G1 Running Policy Family¶

This experiment family extends Unitree's base G1 29DOF velocity task into progressively faster forward locomotion tasks without modifying the upstream walking task.

Variant	Task ID	Config	Notes
Running	`Unitree-G1-29dof-Running`	`running_env_cfg.py`	First running task.

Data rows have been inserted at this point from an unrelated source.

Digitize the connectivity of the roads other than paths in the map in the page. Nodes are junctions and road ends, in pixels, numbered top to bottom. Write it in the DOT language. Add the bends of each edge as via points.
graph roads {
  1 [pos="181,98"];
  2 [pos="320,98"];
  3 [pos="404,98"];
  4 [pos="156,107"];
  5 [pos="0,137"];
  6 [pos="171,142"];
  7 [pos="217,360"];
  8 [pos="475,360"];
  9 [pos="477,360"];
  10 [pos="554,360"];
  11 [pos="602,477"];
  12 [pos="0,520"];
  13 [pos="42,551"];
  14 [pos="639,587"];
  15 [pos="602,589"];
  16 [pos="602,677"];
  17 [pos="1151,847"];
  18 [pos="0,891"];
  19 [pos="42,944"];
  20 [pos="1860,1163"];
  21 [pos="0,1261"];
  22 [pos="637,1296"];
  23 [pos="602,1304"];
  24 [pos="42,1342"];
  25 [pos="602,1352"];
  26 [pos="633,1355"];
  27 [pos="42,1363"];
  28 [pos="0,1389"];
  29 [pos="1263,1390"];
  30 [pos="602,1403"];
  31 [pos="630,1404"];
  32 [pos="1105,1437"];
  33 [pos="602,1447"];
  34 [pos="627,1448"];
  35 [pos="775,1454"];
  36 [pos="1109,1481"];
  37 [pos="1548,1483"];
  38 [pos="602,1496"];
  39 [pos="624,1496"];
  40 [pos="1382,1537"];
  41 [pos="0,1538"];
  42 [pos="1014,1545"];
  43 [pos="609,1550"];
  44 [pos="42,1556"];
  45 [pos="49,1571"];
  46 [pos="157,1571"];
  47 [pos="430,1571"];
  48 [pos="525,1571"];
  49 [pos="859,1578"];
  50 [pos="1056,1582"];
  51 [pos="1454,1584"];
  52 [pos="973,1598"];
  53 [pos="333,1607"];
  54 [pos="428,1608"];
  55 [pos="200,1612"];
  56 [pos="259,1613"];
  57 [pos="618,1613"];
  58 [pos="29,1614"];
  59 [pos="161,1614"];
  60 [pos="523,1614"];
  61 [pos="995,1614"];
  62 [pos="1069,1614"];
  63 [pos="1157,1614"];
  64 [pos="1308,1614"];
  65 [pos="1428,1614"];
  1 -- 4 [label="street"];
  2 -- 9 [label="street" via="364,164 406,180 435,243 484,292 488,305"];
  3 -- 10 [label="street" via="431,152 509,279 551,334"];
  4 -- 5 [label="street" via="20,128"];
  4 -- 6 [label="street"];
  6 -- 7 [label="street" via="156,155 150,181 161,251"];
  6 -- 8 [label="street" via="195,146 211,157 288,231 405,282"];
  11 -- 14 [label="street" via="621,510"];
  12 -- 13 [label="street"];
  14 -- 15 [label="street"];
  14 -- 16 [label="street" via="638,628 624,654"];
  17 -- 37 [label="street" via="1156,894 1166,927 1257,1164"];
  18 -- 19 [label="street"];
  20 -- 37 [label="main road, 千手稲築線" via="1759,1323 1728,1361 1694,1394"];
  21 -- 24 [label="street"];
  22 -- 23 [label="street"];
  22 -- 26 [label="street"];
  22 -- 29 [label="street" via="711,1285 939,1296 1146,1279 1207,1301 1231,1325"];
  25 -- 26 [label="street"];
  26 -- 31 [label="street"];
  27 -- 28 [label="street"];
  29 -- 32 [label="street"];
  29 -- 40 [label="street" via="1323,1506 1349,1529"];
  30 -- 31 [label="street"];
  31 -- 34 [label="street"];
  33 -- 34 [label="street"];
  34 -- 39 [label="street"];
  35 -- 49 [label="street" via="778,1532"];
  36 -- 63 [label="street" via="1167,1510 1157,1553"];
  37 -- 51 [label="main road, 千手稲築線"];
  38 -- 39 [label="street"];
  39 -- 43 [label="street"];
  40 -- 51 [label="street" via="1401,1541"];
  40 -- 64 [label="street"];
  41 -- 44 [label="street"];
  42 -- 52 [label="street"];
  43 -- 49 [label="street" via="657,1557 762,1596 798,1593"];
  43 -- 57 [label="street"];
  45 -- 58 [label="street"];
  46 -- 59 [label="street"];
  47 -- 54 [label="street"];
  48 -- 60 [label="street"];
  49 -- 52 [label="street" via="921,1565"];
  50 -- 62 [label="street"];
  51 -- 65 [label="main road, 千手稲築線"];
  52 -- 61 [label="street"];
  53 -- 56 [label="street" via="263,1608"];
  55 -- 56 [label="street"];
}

Changes command range, gait cadence, clearance, and running reward weights.
Fast running	`Unitree-G1-29dof-Running-Fast`	`fast_running_env_cfg.py`	Warm-started from running; increases forward curriculum to `3.0 m/s`.
Sprint 10 m/s	`Unitree-G1-29dof-Sprint-10ms`	`sprint_10ms_env_cfg.py`	Paused at `model_20500.pt`; reached about `7.2 m/s` curriculum, but gait still needs tuning.
Sprint 10 m/s gait cleanup	`Unitree-G1-29dof-Sprint-10ms-Gait`	`sprint_10ms_env_cfg.py`	New variant that relaxes waist/hip penalties and gates velocity curriculum on fall/reset stability.

Shared Setup¶

Item	Value
Base task	`Unitree-G1-29dof-Velocity`
Base config	`source/unitree_rl_lab/unitree_rl_lab/tasks/locomotion/robots/g1/29dof/velocity_env_cfg.py`
Trainer	RSL-RL PPO
Robot	Plain G1 29DOF
Observation/action interface	Same as the base velocity task
Policy observation shape	`480`
Policy action shape	`29` joint action targets
Full actor-critic checkpoint parameters	`832,571`

The deployed actor portion of the policy is smaller than the full training checkpoint. The actor network has 414,237 parameters and maps the 480-value policy observation to 29 joint action targets. The critic has 418,305 parameters and is used during PPO training only. The remaining 29 parameters are the learned action standard deviation used for exploration.

Lineage¶

Unitree-G1-29dof-Velocity
  -> Unitree-G1-29dof-Running
     -> Unitree-G1-29dof-Running-Fast
        -> Unitree-G1-29dof-Sprint-10ms
           -> Unitree-G1-29dof-Sprint-10ms-Gait

Each faster variant is a separate task ID and writes to a separate experiment folder under logs/rsl_rl/.

Key Metrics¶

Watch these in TensorBoard:

Metric	Meaning
`Train/mean_reward`	Overall learning signal; should trend upward
`Train/mean_episode_length`	How long robots survive; higher is better
`Metrics/base_velocity/error_vel_xy`	Forward/lateral velocity tracking error; lower is better
`Curriculum/lin_vel_cmd_levels`	How far the velocity curriculum has expanded
`Curriculum/lin_vel_cmd_stability/failure_rate`	For stability-gated tasks, recent fall-like reset rate
`Episode_Termination/bad_orientation`	Falling/tipping termination; should drop over time

Use playback before trusting a checkpoint. Good TensorBoard curves can still hide ugly gaits, skating, terrain-edge artifacts, or reward hacking.